- Your instructions -
Each line of the data holding "bottom" should be found and copied.
Data for this exercise below:
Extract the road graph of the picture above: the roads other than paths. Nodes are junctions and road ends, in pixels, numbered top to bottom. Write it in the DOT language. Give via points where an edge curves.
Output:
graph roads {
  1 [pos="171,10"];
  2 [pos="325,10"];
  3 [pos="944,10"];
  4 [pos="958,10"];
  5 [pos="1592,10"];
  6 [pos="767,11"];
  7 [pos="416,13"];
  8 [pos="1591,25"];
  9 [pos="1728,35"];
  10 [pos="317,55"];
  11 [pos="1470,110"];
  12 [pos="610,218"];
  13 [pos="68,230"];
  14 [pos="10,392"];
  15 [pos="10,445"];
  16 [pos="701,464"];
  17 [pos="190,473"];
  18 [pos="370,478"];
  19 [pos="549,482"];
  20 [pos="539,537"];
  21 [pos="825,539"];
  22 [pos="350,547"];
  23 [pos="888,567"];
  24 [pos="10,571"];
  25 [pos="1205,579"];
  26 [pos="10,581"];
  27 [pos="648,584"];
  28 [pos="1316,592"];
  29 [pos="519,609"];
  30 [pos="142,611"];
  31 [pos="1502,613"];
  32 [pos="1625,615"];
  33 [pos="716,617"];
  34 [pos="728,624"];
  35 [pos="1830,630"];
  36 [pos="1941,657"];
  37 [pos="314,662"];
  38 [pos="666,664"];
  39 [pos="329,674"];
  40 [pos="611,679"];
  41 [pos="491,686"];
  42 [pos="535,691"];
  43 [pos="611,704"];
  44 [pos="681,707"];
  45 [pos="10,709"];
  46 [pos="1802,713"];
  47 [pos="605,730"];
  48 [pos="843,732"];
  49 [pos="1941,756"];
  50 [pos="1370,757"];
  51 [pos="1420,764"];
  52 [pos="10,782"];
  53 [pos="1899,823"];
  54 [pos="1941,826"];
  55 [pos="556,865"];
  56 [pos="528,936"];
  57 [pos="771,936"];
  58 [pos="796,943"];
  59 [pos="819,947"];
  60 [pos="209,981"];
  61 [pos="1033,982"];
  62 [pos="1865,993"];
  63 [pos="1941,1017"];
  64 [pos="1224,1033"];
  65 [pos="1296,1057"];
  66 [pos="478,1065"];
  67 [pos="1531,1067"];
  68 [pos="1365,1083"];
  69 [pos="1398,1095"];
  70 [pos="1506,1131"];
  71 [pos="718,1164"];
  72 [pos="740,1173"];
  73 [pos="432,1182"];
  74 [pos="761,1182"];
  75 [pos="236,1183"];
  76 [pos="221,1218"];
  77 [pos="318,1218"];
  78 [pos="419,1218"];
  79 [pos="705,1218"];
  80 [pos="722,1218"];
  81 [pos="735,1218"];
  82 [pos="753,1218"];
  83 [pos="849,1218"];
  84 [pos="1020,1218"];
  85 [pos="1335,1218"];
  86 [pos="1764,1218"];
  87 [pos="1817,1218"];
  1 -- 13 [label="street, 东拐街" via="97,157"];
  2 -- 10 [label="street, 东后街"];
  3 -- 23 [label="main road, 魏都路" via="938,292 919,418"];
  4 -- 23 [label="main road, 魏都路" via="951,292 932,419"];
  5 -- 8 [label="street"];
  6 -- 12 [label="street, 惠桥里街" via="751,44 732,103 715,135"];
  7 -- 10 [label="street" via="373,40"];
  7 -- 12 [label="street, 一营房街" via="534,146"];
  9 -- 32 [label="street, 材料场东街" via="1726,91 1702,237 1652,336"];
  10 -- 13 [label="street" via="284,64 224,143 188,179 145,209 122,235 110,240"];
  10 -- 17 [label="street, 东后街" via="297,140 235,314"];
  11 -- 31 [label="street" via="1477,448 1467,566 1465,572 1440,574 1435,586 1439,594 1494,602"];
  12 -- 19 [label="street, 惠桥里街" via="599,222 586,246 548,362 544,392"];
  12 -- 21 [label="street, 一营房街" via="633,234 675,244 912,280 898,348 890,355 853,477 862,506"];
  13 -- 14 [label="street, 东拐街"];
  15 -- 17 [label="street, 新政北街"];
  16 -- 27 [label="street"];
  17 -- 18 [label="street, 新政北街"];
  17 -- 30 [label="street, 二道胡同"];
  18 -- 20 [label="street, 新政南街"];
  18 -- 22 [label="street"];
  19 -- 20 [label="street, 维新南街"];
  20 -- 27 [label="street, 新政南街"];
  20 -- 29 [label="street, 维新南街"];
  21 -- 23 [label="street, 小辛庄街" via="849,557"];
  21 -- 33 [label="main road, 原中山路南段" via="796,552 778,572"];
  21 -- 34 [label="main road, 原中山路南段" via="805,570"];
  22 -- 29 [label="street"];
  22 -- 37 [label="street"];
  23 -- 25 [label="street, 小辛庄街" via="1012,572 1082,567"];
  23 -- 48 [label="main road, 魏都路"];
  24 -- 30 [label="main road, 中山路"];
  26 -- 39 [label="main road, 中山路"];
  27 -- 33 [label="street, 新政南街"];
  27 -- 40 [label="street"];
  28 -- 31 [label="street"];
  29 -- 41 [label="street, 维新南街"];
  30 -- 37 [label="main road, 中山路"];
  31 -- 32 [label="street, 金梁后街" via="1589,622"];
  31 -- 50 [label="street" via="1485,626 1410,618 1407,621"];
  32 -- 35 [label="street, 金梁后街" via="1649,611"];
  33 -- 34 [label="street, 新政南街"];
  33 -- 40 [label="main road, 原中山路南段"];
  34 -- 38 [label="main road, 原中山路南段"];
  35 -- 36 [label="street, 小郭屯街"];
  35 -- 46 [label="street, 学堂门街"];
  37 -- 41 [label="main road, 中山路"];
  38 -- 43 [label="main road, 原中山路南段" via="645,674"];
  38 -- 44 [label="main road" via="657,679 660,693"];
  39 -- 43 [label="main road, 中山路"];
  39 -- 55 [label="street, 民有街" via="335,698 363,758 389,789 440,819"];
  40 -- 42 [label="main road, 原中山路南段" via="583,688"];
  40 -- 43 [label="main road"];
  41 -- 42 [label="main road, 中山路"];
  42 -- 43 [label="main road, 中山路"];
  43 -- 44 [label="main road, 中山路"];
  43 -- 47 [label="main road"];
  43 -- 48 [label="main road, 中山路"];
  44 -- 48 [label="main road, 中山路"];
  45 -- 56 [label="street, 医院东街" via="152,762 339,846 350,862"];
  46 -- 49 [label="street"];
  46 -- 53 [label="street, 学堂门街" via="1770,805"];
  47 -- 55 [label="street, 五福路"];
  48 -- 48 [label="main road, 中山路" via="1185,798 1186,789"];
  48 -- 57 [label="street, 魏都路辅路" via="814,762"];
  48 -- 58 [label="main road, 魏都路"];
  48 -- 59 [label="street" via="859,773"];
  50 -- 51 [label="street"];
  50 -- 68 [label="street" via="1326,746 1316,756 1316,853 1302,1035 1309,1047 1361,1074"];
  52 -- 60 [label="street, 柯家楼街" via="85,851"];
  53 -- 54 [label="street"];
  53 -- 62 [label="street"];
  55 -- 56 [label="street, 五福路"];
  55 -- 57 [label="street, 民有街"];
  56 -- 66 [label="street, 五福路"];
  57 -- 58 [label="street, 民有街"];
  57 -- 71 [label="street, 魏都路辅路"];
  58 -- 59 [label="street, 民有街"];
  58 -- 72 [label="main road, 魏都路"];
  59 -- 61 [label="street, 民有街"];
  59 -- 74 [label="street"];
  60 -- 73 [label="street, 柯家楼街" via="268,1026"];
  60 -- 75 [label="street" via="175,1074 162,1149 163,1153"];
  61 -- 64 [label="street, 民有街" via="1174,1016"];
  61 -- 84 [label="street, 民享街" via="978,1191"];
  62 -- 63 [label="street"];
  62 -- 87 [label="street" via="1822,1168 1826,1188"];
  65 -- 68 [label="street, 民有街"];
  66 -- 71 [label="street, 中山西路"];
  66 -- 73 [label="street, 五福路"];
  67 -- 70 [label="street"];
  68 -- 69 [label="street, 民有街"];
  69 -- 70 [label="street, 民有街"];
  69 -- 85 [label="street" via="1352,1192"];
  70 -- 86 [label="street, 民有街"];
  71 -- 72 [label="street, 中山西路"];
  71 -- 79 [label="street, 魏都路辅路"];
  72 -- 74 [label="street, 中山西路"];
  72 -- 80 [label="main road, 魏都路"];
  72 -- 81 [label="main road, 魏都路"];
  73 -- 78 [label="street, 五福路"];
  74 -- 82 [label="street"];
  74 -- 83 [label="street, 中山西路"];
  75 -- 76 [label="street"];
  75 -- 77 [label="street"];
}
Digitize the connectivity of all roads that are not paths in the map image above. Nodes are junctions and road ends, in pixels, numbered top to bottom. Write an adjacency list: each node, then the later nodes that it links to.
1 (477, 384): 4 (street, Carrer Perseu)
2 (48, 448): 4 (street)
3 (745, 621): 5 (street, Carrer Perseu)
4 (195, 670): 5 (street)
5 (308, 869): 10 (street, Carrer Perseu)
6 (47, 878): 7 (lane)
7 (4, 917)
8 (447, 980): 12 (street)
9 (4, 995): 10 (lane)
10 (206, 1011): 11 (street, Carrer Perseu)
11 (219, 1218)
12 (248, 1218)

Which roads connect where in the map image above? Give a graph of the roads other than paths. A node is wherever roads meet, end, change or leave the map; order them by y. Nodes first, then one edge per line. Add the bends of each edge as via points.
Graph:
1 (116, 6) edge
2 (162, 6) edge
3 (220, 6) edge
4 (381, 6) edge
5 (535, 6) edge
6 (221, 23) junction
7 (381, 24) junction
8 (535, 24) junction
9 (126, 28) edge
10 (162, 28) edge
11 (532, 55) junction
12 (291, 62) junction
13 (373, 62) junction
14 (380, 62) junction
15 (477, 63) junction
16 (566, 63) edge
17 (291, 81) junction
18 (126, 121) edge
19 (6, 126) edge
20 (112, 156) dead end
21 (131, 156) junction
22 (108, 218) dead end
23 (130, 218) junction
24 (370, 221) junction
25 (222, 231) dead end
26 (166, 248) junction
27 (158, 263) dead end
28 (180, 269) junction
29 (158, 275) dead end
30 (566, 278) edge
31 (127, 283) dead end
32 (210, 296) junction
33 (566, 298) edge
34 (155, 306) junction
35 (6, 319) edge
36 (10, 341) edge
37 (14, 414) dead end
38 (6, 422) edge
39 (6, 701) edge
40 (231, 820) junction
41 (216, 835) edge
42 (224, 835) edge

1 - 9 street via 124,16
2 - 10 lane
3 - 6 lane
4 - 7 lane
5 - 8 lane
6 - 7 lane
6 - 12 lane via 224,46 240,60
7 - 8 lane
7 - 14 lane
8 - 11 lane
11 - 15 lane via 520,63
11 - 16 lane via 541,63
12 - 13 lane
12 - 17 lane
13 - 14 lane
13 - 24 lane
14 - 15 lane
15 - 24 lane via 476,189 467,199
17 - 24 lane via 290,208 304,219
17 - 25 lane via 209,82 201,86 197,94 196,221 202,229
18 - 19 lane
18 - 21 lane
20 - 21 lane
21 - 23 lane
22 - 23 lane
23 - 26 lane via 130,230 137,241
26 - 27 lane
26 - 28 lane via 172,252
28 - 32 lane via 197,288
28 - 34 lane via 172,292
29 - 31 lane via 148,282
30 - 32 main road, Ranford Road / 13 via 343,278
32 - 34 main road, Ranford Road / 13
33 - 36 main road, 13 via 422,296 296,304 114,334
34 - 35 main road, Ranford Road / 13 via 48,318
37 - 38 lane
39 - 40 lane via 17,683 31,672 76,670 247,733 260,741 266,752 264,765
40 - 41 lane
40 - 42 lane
End of Data for this exercise.
- Written response -
Extract the road graph of the picture above: the roads other than paths. Nodes are junctions and road ends, in pixels, numbered top to bottom. Write it in the DOT language. Give via points where an edge curves.
Digitize the connectivity of all roads that are not paths in the map image above. Nodes are junctions and road ends, in pixels, numbered top to bottom. Write an adjacency list: each node, then the later nodes that it links to.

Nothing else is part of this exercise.